1 John Notes

A few weeks ago I was doing a study on the book of 1 John, so I thought I would share my notes here. I’m not trying to lay this out as any sort of definitive interpretation. You may even want to double check the background information I provided, as I wrote down some of it from memory and performed only limited research. Again, these are my thoughts, not a well researched paper or commentary, so don’t overestimate their value.

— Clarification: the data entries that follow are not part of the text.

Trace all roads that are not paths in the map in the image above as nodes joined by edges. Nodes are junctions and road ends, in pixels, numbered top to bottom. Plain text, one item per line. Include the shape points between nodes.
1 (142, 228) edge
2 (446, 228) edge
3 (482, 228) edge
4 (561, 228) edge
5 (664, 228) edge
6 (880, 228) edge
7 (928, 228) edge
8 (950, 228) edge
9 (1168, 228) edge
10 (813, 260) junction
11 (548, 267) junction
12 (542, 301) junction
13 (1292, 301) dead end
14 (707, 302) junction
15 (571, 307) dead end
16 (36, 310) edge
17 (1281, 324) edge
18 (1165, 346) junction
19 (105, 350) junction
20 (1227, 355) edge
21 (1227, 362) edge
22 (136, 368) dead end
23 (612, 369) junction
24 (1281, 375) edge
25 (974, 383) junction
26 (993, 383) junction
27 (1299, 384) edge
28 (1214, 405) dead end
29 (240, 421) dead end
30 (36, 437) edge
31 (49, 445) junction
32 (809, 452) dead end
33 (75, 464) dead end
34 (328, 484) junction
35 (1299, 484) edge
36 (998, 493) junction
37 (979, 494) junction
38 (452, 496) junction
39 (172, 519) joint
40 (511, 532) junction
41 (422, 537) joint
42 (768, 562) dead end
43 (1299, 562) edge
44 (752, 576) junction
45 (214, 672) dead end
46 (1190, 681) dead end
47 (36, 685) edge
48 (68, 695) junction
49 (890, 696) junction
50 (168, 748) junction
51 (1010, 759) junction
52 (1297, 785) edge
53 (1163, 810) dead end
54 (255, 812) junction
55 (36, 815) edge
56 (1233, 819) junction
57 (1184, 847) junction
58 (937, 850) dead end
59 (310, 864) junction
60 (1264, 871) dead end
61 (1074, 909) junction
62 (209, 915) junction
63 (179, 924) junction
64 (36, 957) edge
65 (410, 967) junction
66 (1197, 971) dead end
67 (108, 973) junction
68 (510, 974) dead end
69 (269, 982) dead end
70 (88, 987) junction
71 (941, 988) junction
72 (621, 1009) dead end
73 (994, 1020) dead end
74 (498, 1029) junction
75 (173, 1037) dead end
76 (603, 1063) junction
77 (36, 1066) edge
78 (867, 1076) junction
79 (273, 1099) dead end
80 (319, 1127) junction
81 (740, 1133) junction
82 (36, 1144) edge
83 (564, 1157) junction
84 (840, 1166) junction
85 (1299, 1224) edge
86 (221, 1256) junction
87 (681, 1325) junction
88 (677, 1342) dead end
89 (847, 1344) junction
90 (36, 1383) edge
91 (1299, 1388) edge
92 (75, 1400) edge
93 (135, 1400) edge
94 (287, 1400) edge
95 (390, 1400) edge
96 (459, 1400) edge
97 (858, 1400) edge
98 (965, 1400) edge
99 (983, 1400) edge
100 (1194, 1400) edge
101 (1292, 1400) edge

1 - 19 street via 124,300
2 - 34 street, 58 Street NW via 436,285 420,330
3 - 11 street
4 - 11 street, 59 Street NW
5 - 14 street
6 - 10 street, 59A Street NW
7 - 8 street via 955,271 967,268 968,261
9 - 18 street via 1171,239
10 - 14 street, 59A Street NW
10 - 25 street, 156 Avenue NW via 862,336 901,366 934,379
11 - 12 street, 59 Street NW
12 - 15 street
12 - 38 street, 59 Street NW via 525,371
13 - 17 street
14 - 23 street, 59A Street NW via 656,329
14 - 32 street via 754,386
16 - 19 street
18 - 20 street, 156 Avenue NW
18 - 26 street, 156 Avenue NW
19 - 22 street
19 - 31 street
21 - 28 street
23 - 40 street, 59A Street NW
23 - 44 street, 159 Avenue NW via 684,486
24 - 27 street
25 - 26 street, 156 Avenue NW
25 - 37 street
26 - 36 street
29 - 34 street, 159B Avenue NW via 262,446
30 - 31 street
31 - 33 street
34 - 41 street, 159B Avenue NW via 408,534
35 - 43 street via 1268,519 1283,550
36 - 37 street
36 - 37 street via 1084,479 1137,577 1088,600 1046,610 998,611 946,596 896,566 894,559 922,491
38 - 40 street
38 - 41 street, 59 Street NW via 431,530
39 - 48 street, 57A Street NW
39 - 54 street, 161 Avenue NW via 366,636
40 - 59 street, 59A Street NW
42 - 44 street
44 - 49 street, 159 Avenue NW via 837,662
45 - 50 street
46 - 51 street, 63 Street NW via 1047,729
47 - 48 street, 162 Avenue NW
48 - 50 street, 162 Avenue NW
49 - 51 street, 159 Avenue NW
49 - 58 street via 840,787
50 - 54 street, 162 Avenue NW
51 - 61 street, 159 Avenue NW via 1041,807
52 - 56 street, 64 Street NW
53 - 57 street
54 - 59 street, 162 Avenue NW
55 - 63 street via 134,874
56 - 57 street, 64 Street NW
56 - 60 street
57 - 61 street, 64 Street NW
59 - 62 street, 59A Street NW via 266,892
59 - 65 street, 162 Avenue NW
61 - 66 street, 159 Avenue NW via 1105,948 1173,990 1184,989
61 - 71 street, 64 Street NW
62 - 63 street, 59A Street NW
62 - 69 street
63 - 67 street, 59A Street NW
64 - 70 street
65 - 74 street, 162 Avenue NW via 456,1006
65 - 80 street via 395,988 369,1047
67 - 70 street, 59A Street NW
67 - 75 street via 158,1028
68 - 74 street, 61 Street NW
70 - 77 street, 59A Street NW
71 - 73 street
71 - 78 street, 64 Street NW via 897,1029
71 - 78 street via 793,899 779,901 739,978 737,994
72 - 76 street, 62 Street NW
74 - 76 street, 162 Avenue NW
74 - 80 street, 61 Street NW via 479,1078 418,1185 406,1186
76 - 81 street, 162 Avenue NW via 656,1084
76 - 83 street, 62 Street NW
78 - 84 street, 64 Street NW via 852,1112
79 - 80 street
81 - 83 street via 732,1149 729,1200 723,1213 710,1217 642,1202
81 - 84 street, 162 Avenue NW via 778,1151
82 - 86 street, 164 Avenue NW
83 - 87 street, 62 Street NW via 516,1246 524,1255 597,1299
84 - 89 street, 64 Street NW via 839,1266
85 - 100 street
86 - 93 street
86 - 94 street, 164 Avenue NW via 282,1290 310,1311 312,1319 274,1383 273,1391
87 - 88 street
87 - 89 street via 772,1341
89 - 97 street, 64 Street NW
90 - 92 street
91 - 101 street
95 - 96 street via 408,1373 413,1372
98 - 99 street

  • 1:1-4 – These things that we know about Christ, we share with you.
  • 1:5-7
    • God is light
    • Jesus cleanses our sin.
  • 1:8-10 – We are sinners
  • 2:1-2
    • Jesus cleanses our sins.
    • Jesus is our advocate before the father.
  • 2:3-6 – We know that we have a relationship with God if we follow His commands.
  • 2:7-11
    • The Light, Jesus, is in those who love their “brothers.”
    • Those who do not love their brothers are in darkness.
  • 2:12-14 – ?
  • 2:15-17 – Do not love the world.
  • 2:18-23 – The antichrist is anyone who denies the truth of Jesus Christ.
  • 2:24-28 – If you continue to believe, the anointing will abide in you and you in God.
    • Question: Is the anointing the same thing as the Holy Spirit? It seems like it.
  • 2:29-3:12 – The righteous are born of God. Sinners are born of the devil.
    • 3:1-3 – Children of God
    • 3:4-9 – Children of the Devil
    • 3:10-12 – The differences between the two are righteousness and love.
  • 3:13-21 – Love is laying down your life and money for others.
  • 3:22-24 – If we do these things, God will abide in us and we in Him.
  • 4:1-6 – Test the spirits. If they confess Jesus as Christ, then they come from God.
  • 4:7-5:3
    • God is love.
    • Jesus is savior, sent out of love.
    • What love is.
  • 5:4-5:12 – Those who believe that Jesus is the Son of God have overcome the world.
  • 5:13-15 – When we ask for things according to God’s will, he hears us and grants our requests.
  • 5:16-19 – Explanation of sin.
  • 5:20 – The Son of God has come.

Characters (by order of appearance):

  • Narrarator/Author (3rd Person Plural – 1:1)
  • God the Son (“Word of Life” – Jesus – 1:1)
  • God the Father (1:3)
  • Audience (“My little children” – 2:1)
    • Little children (2:12)
    • Fathers (2:13)
    • Young men (2:13)
  • “Brother” (2:9)
  • Antichrist (2:18)
  • God the Spirit (Holy Spirit – 2:27/3:24)
  • The Devil (3:8)
  • Children of the Devil (3:10)
  • Spirits (4:1)
    • Spirit of the antichrist (4:3)
    • Spirit of truth
    • Spirit of error
  • Narrarator/Author (1st Person Singular – 5:13)
  • Idols (5:21)

It seems that the overarching theme of the book is God’s love and the love that we should show others in response. More particular topics include:

  • Jesus is our redeemer because of God’s love.
  • God is love.
  • Sin has no place in the lives of God’s children.
  • To have a relationship with Jesus is to love our “brothers.”
  • Abiding in God and God abiding in us.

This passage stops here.